Mombasa has a centuries-old history as a harbour city. The Kilindini harbour was inaugurated in 1896 when work started on the construction of the Uganda Railway.

During World War II, while Kenya was a British colony, Kilindini became the temporary base of the British Eastern Fleet from early 1942 until the Japanese naval threat to Colombo, Ceylon (now Sri Lanka) had been removed. Nearby, the Far East Combined Bureau, an outstation of the British code-breaking operation at Bletchley Park, was housed in a requisitioned school (Allidina Visram High School, Mombasa) and had success in breaking Japanese naval codes.

== Traffic ==
According to the Kenya Ports Authority, the port handled 45.45 million tonnes of cargo in 2025, an increase of 10.9 per cent, or 4.46 million tonnes, on the previous year, while container traffic rose by 5.5 per cent to 2.11 million TEU from 2 million TEU in 2024. Transit cargo for the neighbouring landlocked countries, notably Uganda, accounted for 15.88 million tonnes and grew by 19.5 per cent year on year.

== Expansion ==
On 29 August 2013, expansion of the port enabled it to handle Panamax Vessels. The project was launched in July 2011 at a cost of $82.15 million by the Kenyan Government and was carried out by China Roads and Bridge Corporation. A new berth, Berth 19, with 15 acre of stacking yard, has provided additional annual capacity of 200,000 TEU.
The project is to increase the port throughput by 33%, consolidating the leading status of Mombasa as well as Kenya in East Africa. This expansion came alongside plans to construct railways better linking the port to Uganda and Rwanda.

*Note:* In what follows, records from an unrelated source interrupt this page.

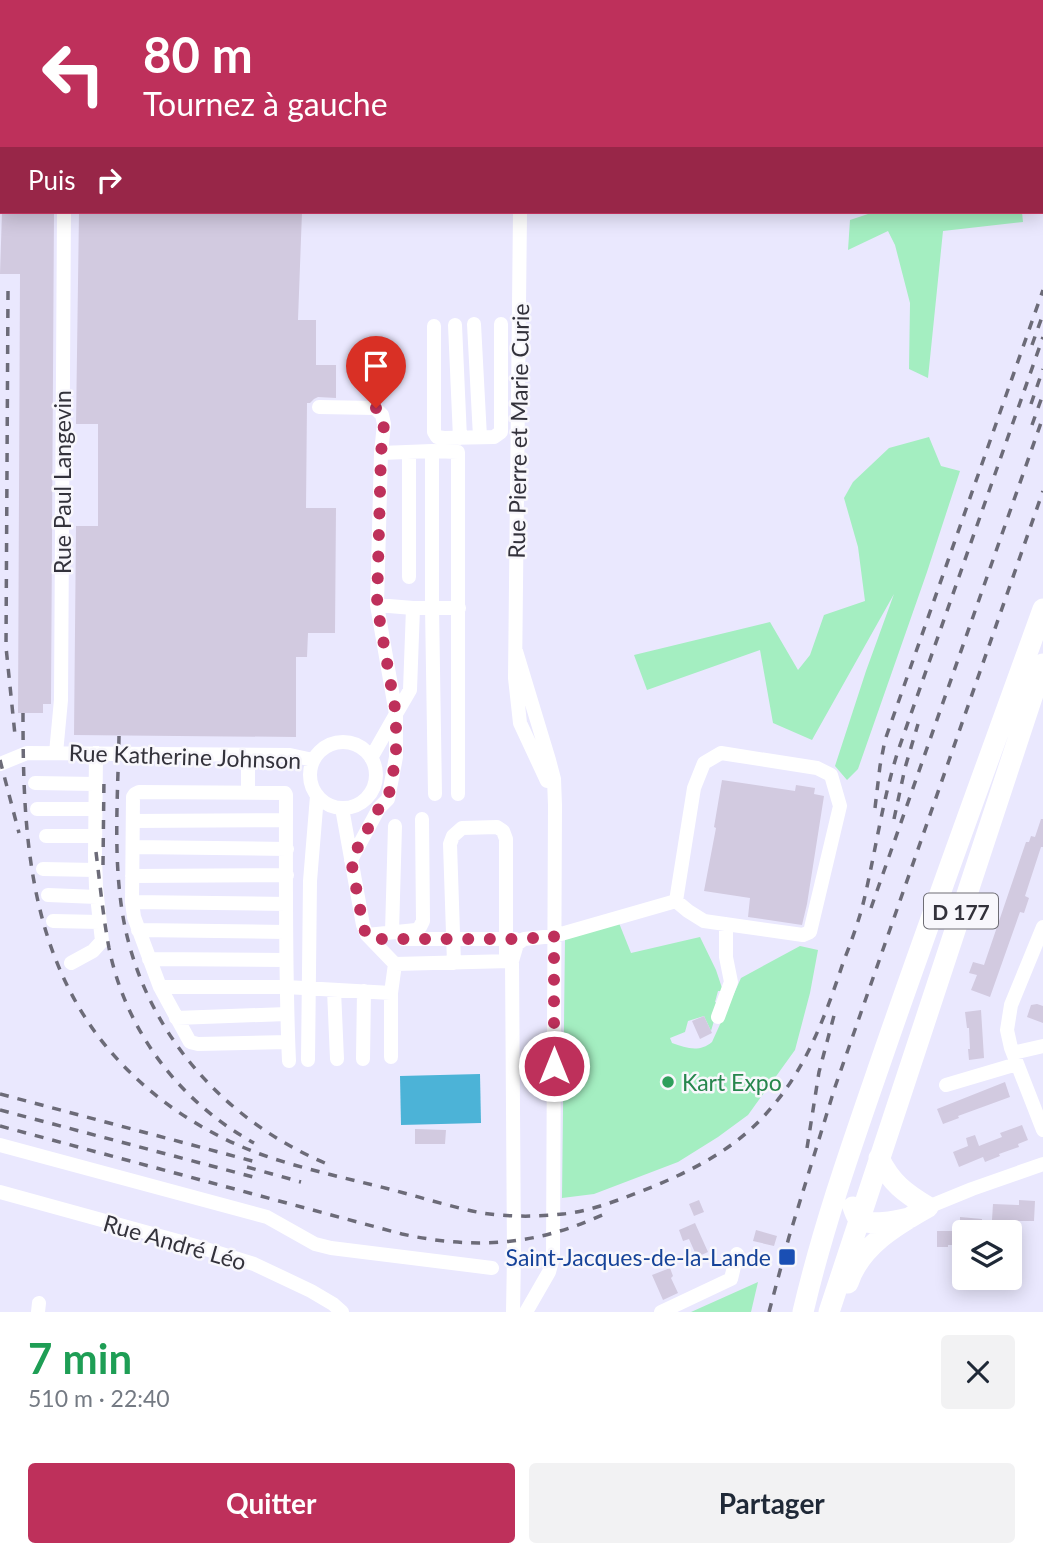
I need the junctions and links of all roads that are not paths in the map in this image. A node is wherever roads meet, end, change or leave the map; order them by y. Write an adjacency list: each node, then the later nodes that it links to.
1 (64, 214): 21 (street, Rue Paul Langevin)
2 (520, 214): 6 (street, Rue Pierre et Marie Curie)
3 (474, 324): 8 (street)
4 (455, 325): 9 (street)
5 (434, 326): 9 (street)
6 (519, 335): 8 (street); 64 (street, Rue Pierre et Marie Curie)
7 (319, 407): 12 (street)
8 (480, 437): 9 (street)
9 (460, 438)
10 (432, 451): 11 (street); 15 (street); 17 (street)
11 (409, 452): 12 (street); 13 (street)
12 (381, 453): 14 (street)
13 (410, 577)
14 (377, 605): 16 (street); 20 (street)
15 (432, 607): 16 (street); 17 (street); 31 (street)
16 (412, 608): 20 (street)
17 (458, 608): 32 (street)
18 (1043, 610): 52 (highway, D 177)
19 (1043, 664): 95 (highway, D 177)
20 (396, 714): 24 (street); 34 (street)
21 (56, 753): 22 (street, Rue Katherine Johnson); 26 (street, Rue Katherine Johnson)
22 (96, 753): 23 (street, Rue Katherine Johnson); 28 (street)
23 (248, 755): 25 (street, Rue Katherine Johnson); 29 (street)
24 (371, 758): 25 (street); 30 (street)
25 (313, 760): 33 (street)
26 (0, 764)
27 (35, 783): 28 (street)
28 (95, 784): 37 (street)
29 (248, 792): 39 (street); 40 (street)
30 (371, 792): 34 (street); 35 (street)
31 (435, 794)
32 (458, 794)
33 (317, 796): 35 (street); 77 (street)
34 (388, 799): 46 (street)
35 (342, 808): 46 (street)
36 (37, 809): 37 (street)
37 (95, 809): 43 (street)
38 (422, 819): 63 (street)
39 (286, 820): 40 (street); 45 (street)
40 (133, 821): 44 (street)
41 (395, 826): 63 (street)
42 (46, 836): 43 (street)
43 (95, 836): 48 (street)
44 (133, 847): 45 (street); 50 (street)
45 (286, 849): 49 (street)
46 (351, 860): 65 (street)
47 (43, 869): 48 (street)
48 (96, 870): 53 (street)
49 (287, 875): 50 (street); 56 (street)
50 (132, 876): 55 (street)
51 (48, 895): 53 (street)
52 (939, 895): 99 (highway); 101 (highway)
53 (97, 897): 58 (street)
54 (676, 901): 59 (street); 59 (street); 64 (street)
55 (132, 902): 56 (street); 61 (street)
56 (286, 904): 62 (street)
57 (53, 921): 58 (street)
58 (100, 922): 72 (street)
59 (726, 924): 82 (street)
60 (1043, 927): 89 (street)
61 (138, 930): 62 (street); 69 (street)
62 (285, 932): 70 (street)
63 (392, 932): 65 (street)
64 (554, 936): 68 (street); 106 (street, Rue Pierre et Marie Curie)
65 (369, 937): 66 (street); 74 (street)
66 (453, 939): 67 (street); 67 (street); 73 (street)
67 (506, 939): 68 (street); 71 (street)
68 (524, 939): 71 (street)
69 (149, 959): 70 (street); 75 (street)
70 (286, 960): 76 (street)
71 (509, 961): 73 (street); 105 (street)
72 (71, 963)
73 (454, 963): 74 (street)
74 (396, 964): 80 (street)
75 (160, 987): 76 (street); 83 (street)
76 (286, 987): 77 (street); 81 (street)
77 (309, 989): 78 (street); 90 (street)
78 (334, 989): 79 (street); 87 (street)
79 (364, 991): 80 (street); 88 (street)
80 (391, 992): 86 (street)
81 (287, 1014): 83 (street); 84 (street)
82 (718, 1017)
83 (176, 1018): 84 (street)
84 (288, 1042): 91 (street)
85 (1043, 1046): 89 (street)
86 (391, 1057)
87 (337, 1059)
88 (363, 1059)
89 (1015, 1059): 92 (street); 93 (street)
90 (308, 1060)
91 (289, 1061)
92 (946, 1085)
93 (1043, 1130)
94 (0, 1145): 103 (street)
95 (879, 1158): 98 (highway); 99 (highway, D 177)
96 (1043, 1164): 98 (street)
97 (0, 1192): 104 (street, Rue André Léo)
98 (928, 1207): 99 (highway); 100 (highway)
99 (858, 1211): 100 (highway); 101 (highway); 109 (highway, D 177)
100 (909, 1218): 110 (highway)
101 (819, 1246): 108 (highway)
102 (737, 1254): 107 (street)
103 (492, 1268)
104 (342, 1312)
105 (513, 1312)
106 (526, 1312)
107 (661, 1312)
108 (803, 1312)
109 (829, 1312)
110 (839, 1312)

== Dongo Kundu Freeport ==
The Kenyan Government has also started facilitating the development of a Free Port on a 3000 acre of land owned by the Authority at Dongo Kundu area through public private partnership arrangements. Also underway is the Road Bypass project to link the project area and Mombasa – Lunga Lunga – Nairobi Highway. Known as the Dongo Kundu bypass the projects aim is to ease traffic flow to Kenya's South Coast. Construction is to begin in late 2013. Construction was completed in July 2024 and is now operational.

==Lamu Port==
A new international seaport, the Lamu Port is under construction in Lamu. Lamu Port is to be larger than Kilindini Harbour but the Kenya Ports Authority says that the two ports won't compete but complement each other.

The port will have 32 berths and dredged entrance channel done to 18 m to enable it to accommodate ships of 120,000 DWT (Post-Panamax Vessels)
The cost for the Short-term Plan for Lamu Port Project, including the first 3 berths, is estimated to be US$664 million. The First Phase is to be completed by 2016.